▶ _Task objective_:
Quote the data below in full, minus the images.
*** Opening of Provided data ***
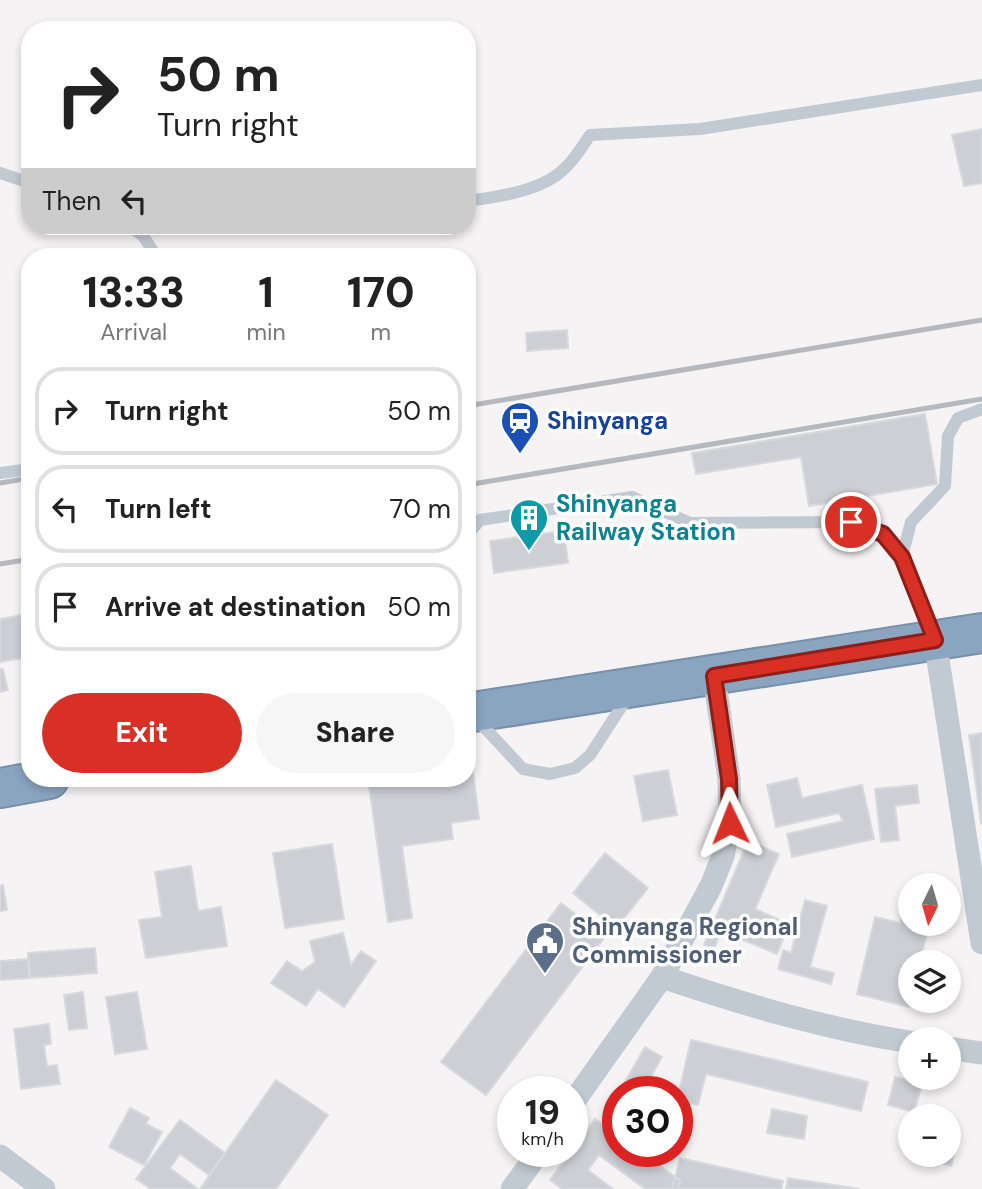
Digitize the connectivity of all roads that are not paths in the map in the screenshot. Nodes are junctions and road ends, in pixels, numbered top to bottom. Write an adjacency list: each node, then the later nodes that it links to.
1 (982, 85): 4 (lane)
2 (0, 173): 3 (lane)
3 (21, 180)
4 (476, 200)
5 (982, 409): 9 (lane)
6 (21, 470): 7 (lane)
7 (0, 473)
8 (476, 525): 9 (lane)
9 (902, 557): 11 (lane)
10 (982, 634): 11 (highway)
11 (935, 640): 12 (highway); 18 (street)
12 (714, 676): 13 (highway); 19 (street)
13 (633, 689): 14 (highway); 15 (lane)
14 (476, 711)
15 (476, 720)
16 (21, 784): 17 (highway)
17 (0, 788)
18 (982, 943)
19 (662, 977): 20 (street); 23 (street)
20 (898, 1040)
21 (961, 1050): 22 (street)
22 (982, 1053)
23 (588, 1081)
24 (0, 1156): 26 (street)
25 (528, 1167): 27 (street)
26 (44, 1189)
27 (512, 1189)

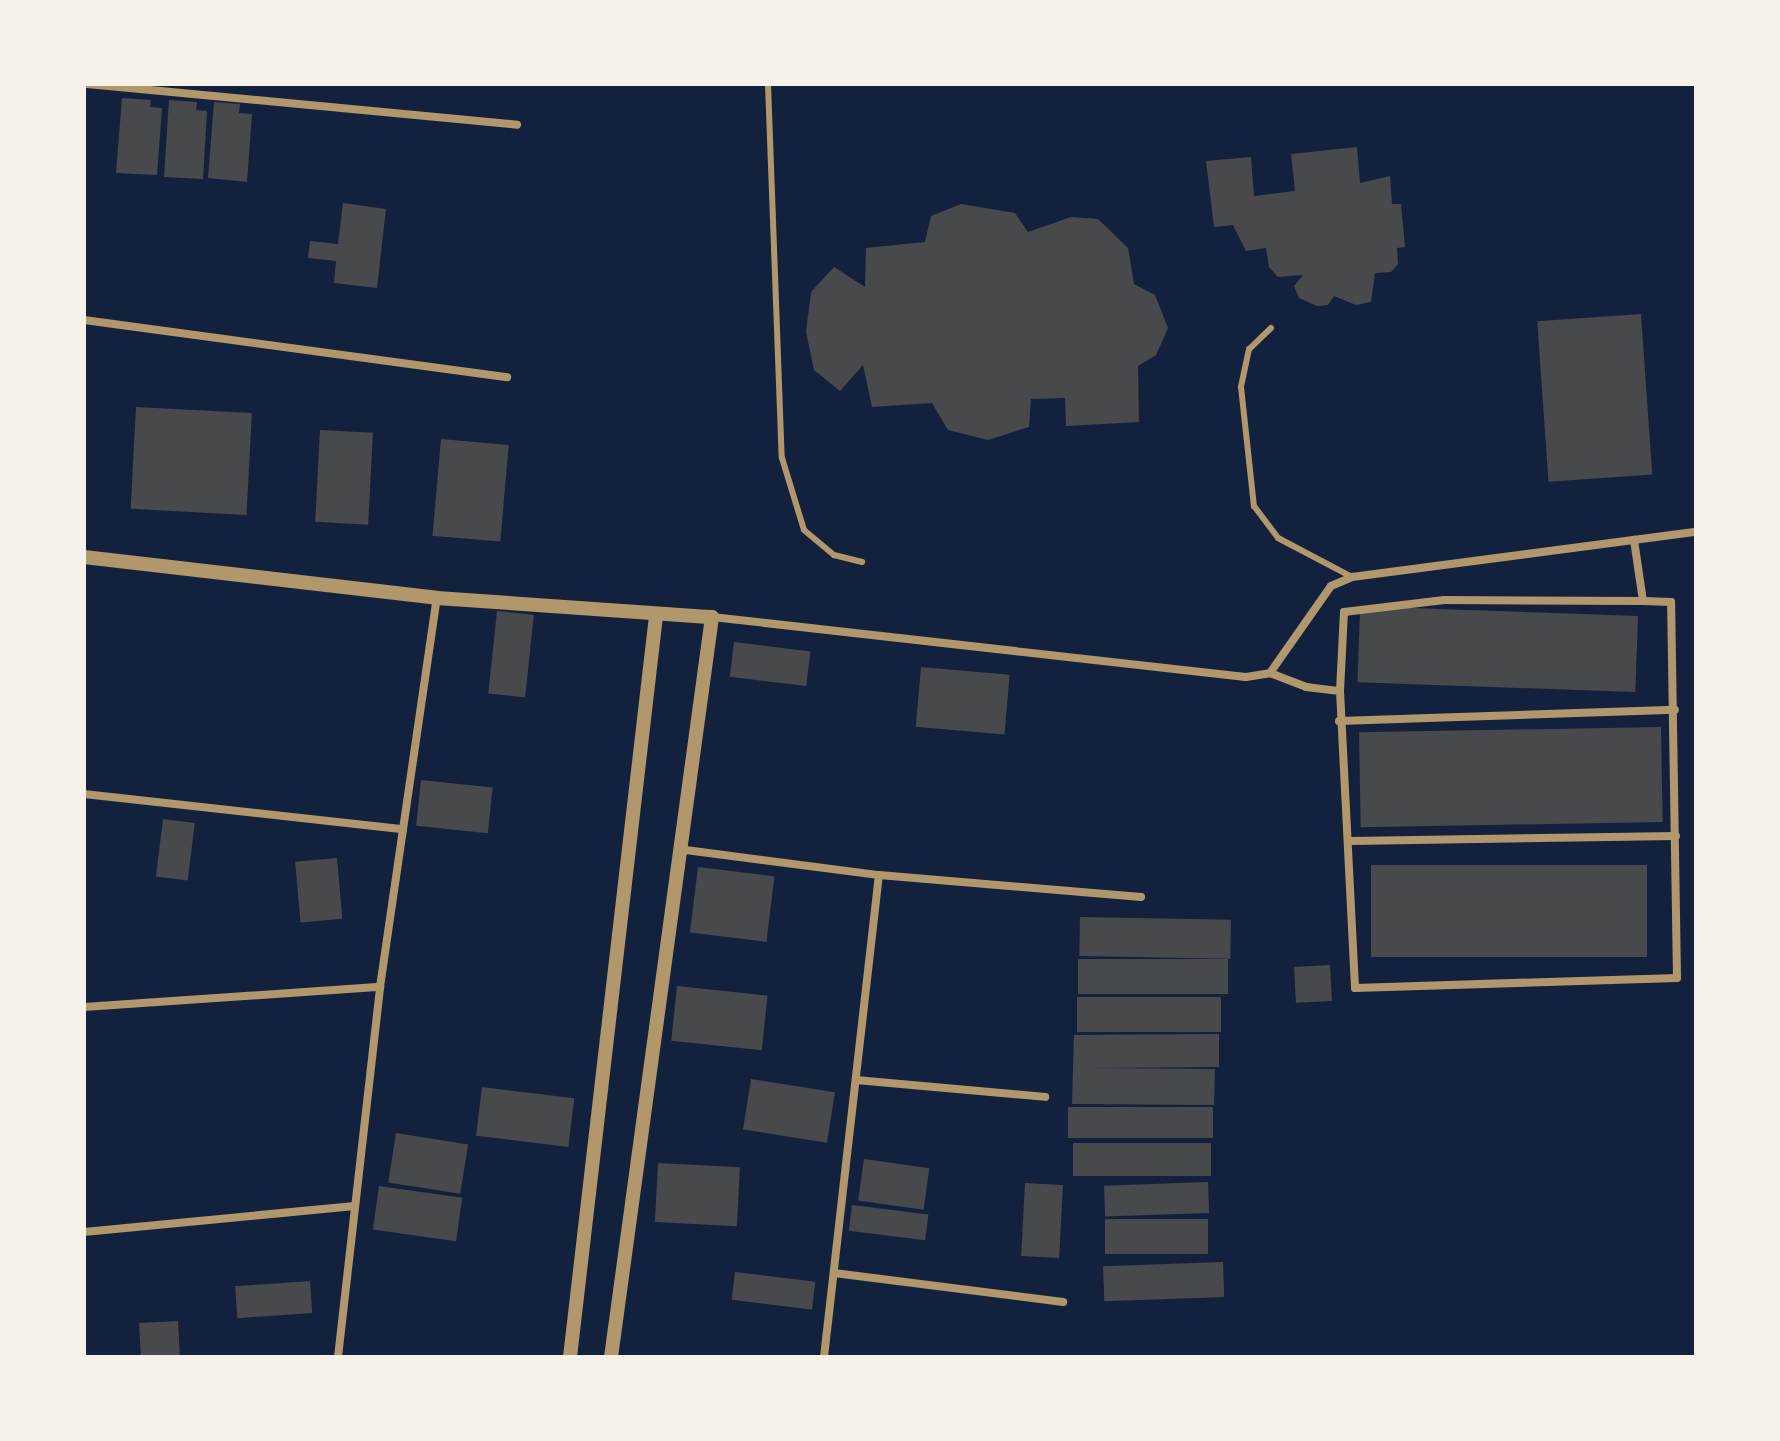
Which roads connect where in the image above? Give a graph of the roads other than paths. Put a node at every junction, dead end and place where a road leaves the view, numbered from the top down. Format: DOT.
graph roads {
  1 [pos="87,84"];
  2 [pos="768,84"];
  3 [pos="517,125"];
  4 [pos="84,320"];
  5 [pos="1271,328"];
  6 [pos="507,377"];
  7 [pos="1696,532"];
  8 [pos="1634,540"];
  9 [pos="84,557"];
  10 [pos="862,562"];
  11 [pos="1352,577"];
  12 [pos="437,598"];
  13 [pos="1643,601"];
  14 [pos="656,616"];
  15 [pos="712,617"];
  16 [pos="1270,673"];
  17 [pos="1340,691"];
  18 [pos="1675,710"];
  19 [pos="1339,721"];
  20 [pos="84,794"];
  21 [pos="403,829"];
  22 [pos="1676,836"];
  23 [pos="1350,841"];
  24 [pos="678,849"];
  25 [pos="879,875"];
  26 [pos="1141,897"];
  27 [pos="380,987"];
  28 [pos="84,1007"];
  29 [pos="856,1080"];
  30 [pos="1045,1097"];
  31 [pos="355,1206"];
  32 [pos="84,1232"];
  33 [pos="834,1273"];
  34 [pos="1063,1302"];
  35 [pos="338,1357"];
  36 [pos="570,1357"];
  37 [pos="611,1357"];
  38 [pos="824,1357"];
  1 -- 3 [label="street"];
  2 -- 10 [label="lane"];
  4 -- 6 [label="street"];
  5 -- 11 [label="lane"];
  7 -- 8 [label="street"];
  8 -- 11 [label="street"];
  8 -- 13 [label="street"];
  9 -- 12 [label="street"];
  11 -- 16 [label="street"];
  12 -- 14 [label="street"];
  12 -- 21 [label="street"];
  13 -- 17 [label="street"];
  13 -- 18 [label="street"];
  14 -- 15 [label="street"];
  14 -- 36 [label="street"];
  15 -- 16 [label="street"];
  15 -- 24 [label="street"];
  16 -- 17 [label="street"];
  17 -- 19 [label="street"];
  18 -- 19 [label="street"];
  18 -- 22 [label="street"];
  19 -- 23 [label="street"];
  20 -- 21 [label="street"];
  21 -- 27 [label="street"];
  22 -- 23 [label="street"];
  22 -- 23 [label="street"];
  24 -- 25 [label="street"];
  24 -- 37 [label="street"];
  25 -- 26 [label="street"];
  25 -- 29 [label="street"];
  27 -- 28 [label="street"];
  27 -- 31 [label="street"];
  29 -- 30 [label="street"];
  29 -- 33 [label="street"];
  31 -- 32 [label="street"];
  31 -- 35 [label="street"];
  33 -- 34 [label="street"];
  33 -- 38 [label="street"];
}
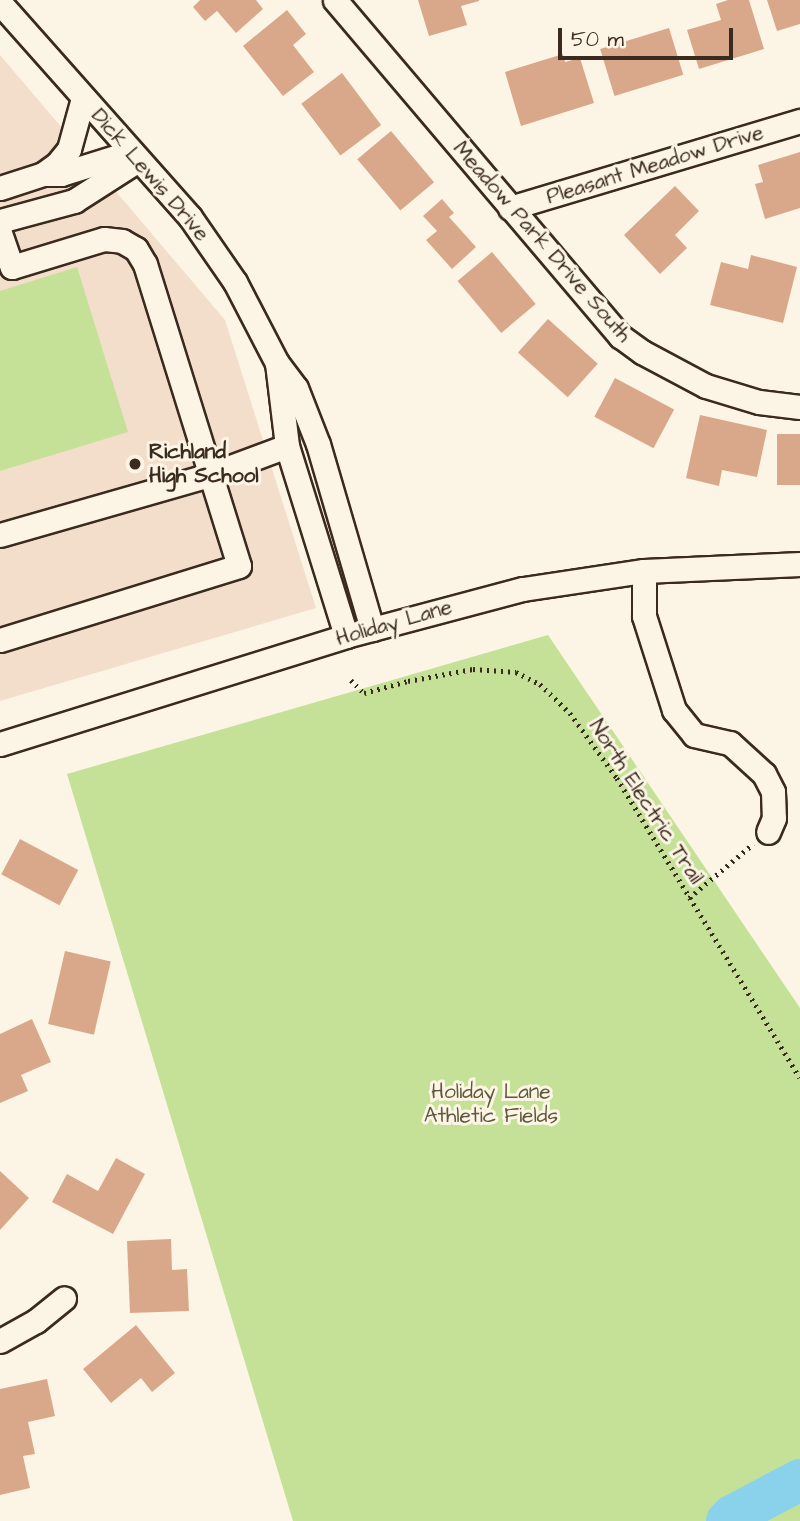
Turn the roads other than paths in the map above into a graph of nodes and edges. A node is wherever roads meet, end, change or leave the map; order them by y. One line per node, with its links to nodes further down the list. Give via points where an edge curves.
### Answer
1 (335, 0): 8 (street, Meadow Park Drive South)
2 (0, 3): 3 (street, Dick Lewis Drive)
3 (83, 98): 5 (street, Dick Lewis Drive); 6 (street, via 69,149)
4 (800, 121): 8 (street, Pleasant Meadow Drive)
5 (135, 156): 6 (street); 9 (street, via 74,201); 11 (street, Dick Lewis Drive, via 214,249)
6 (43, 174): 7 (street)
7 (0, 188)
8 (510, 208): 12 (street, Meadow Park Drive South, via 620,335 642,352 706,386 759,402)
9 (0, 221)
10 (0, 233): 14 (street, via 12,267 104,239 136,249 145,264)
11 (277, 363): 13 (street, Dick Lewis Drive); 18 (street, Dick Lewis Drive, via 296,388 318,444)
12 (800, 407)
13 (286, 446): 14 (street); 19 (street, Dick Lewis Drive)
14 (209, 475): 15 (street); 20 (street, via 239,566)
15 (0, 535)
16 (800, 564): 17 (street, Holiday Lane)
17 (644, 571): 18 (street, Holiday Lane, via 523,589); 22 (street, via 644,615 674,710 694,734 730,743 764,774 774,805)
18 (372, 629): 19 (street, Holiday Lane)
19 (346, 636): 21 (street, Holiday Lane)
20 (0, 640)
21 (0, 744)
22 (768, 832)
23 (64, 1298): 24 (street, via 37,1321)
24 (0, 1341)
*** Close of Provided data ***
▶ _Response area_:
Digitize the connectivity of all roads that are not paths in the map in the screenshot. Nodes are junctions and road ends, in pixels, numbered top to bottom. Write an adjacency list: each node, then the later nodes that it links to.
1 (982, 85): 4 (lane)
2 (0, 173): 3 (lane)
3 (21, 180)
4 (476, 200)
5 (982, 409): 9 (lane)
6 (21, 470): 7 (lane)
7 (0, 473)
8 (476, 525): 9 (lane)
9 (902, 557): 11 (lane)
10 (982, 634): 11 (highway)
11 (935, 640): 12 (highway); 18 (street)
12 (714, 676): 13 (highway); 19 (street)
13 (633, 689): 14 (highway); 15 (lane)
14 (476, 711)
15 (476, 720)
16 (21, 784): 17 (highway)
17 (0, 788)
18 (982, 943)
19 (662, 977): 20 (street); 23 (street)
20 (898, 1040)
21 (961, 1050): 22 (street)
22 (982, 1053)
23 (588, 1081)
24 (0, 1156): 26 (street)
25 (528, 1167): 27 (street)
26 (44, 1189)
27 (512, 1189)

Which roads connect where in the image above? Give a graph of the roads other than paths. Put a node at every junction, dead end and place where a road leaves the view, numbered from the top down. Format: DOT.
graph roads {
  1 [pos="87,84"];
  2 [pos="768,84"];
  3 [pos="517,125"];
  4 [pos="84,320"];
  5 [pos="1271,328"];
  6 [pos="507,377"];
  7 [pos="1696,532"];
  8 [pos="1634,540"];
  9 [pos="84,557"];
  10 [pos="862,562"];
  11 [pos="1352,577"];
  12 [pos="437,598"];
  13 [pos="1643,601"];
  14 [pos="656,616"];
  15 [pos="712,617"];
  16 [pos="1270,673"];
  17 [pos="1340,691"];
  18 [pos="1675,710"];
  19 [pos="1339,721"];
  20 [pos="84,794"];
  21 [pos="403,829"];
  22 [pos="1676,836"];
  23 [pos="1350,841"];
  24 [pos="678,849"];
  25 [pos="879,875"];
  26 [pos="1141,897"];
  27 [pos="380,987"];
  28 [pos="84,1007"];
  29 [pos="856,1080"];
  30 [pos="1045,1097"];
  31 [pos="355,1206"];
  32 [pos="84,1232"];
  33 [pos="834,1273"];
  34 [pos="1063,1302"];
  35 [pos="338,1357"];
  36 [pos="570,1357"];
  37 [pos="611,1357"];
  38 [pos="824,1357"];
  1 -- 3 [label="street"];
  2 -- 10 [label="lane"];
  4 -- 6 [label="street"];
  5 -- 11 [label="lane"];
  7 -- 8 [label="street"];
  8 -- 11 [label="street"];
  8 -- 13 [label="street"];
  9 -- 12 [label="street"];
  11 -- 16 [label="street"];
  12 -- 14 [label="street"];
  12 -- 21 [label="street"];
  13 -- 17 [label="street"];
  13 -- 18 [label="street"];
  14 -- 15 [label="street"];
  14 -- 36 [label="street"];
  15 -- 16 [label="street"];
  15 -- 24 [label="street"];
  16 -- 17 [label="street"];
  17 -- 19 [label="street"];
  18 -- 19 [label="street"];
  18 -- 22 [label="street"];
  19 -- 23 [label="street"];
  20 -- 21 [label="street"];
  21 -- 27 [label="street"];
  22 -- 23 [label="street"];
  22 -- 23 [label="street"];
  24 -- 25 [label="street"];
  24 -- 37 [label="street"];
  25 -- 26 [label="street"];
  25 -- 29 [label="street"];
  27 -- 28 [label="street"];
  27 -- 31 [label="street"];
  29 -- 30 [label="street"];
  29 -- 33 [label="street"];
  31 -- 32 [label="street"];
  31 -- 35 [label="street"];
  33 -- 34 [label="street"];
  33 -- 38 [label="street"];
}
Turn the roads other than paths in the map above into a graph of nodes and edges. A node is wherever roads meet, end, change or leave the map; order them by y. One line per node, with its links to nodes further down the list. Give via points where an edge curves.
### Answer
1 (335, 0): 8 (street, Meadow Park Drive South)
2 (0, 3): 3 (street, Dick Lewis Drive)
3 (83, 98): 5 (street, Dick Lewis Drive); 6 (street, via 69,149)
4 (800, 121): 8 (street, Pleasant Meadow Drive)
5 (135, 156): 6 (street); 9 (street, via 74,201); 11 (street, Dick Lewis Drive, via 214,249)
6 (43, 174): 7 (street)
7 (0, 188)
8 (510, 208): 12 (street, Meadow Park Drive South, via 620,335 642,352 706,386 759,402)
9 (0, 221)
10 (0, 233): 14 (street, via 12,267 104,239 136,249 145,264)
11 (277, 363): 13 (street, Dick Lewis Drive); 18 (street, Dick Lewis Drive, via 296,388 318,444)
12 (800, 407)
13 (286, 446): 14 (street); 19 (street, Dick Lewis Drive)
14 (209, 475): 15 (street); 20 (street, via 239,566)
15 (0, 535)
16 (800, 564): 17 (street, Holiday Lane)
17 (644, 571): 18 (street, Holiday Lane, via 523,589); 22 (street, via 644,615 674,710 694,734 730,743 764,774 774,805)
18 (372, 629): 19 (street, Holiday Lane)
19 (346, 636): 21 (street, Holiday Lane)
20 (0, 640)
21 (0, 744)
22 (768, 832)
23 (64, 1298): 24 (street, via 37,1321)
24 (0, 1341)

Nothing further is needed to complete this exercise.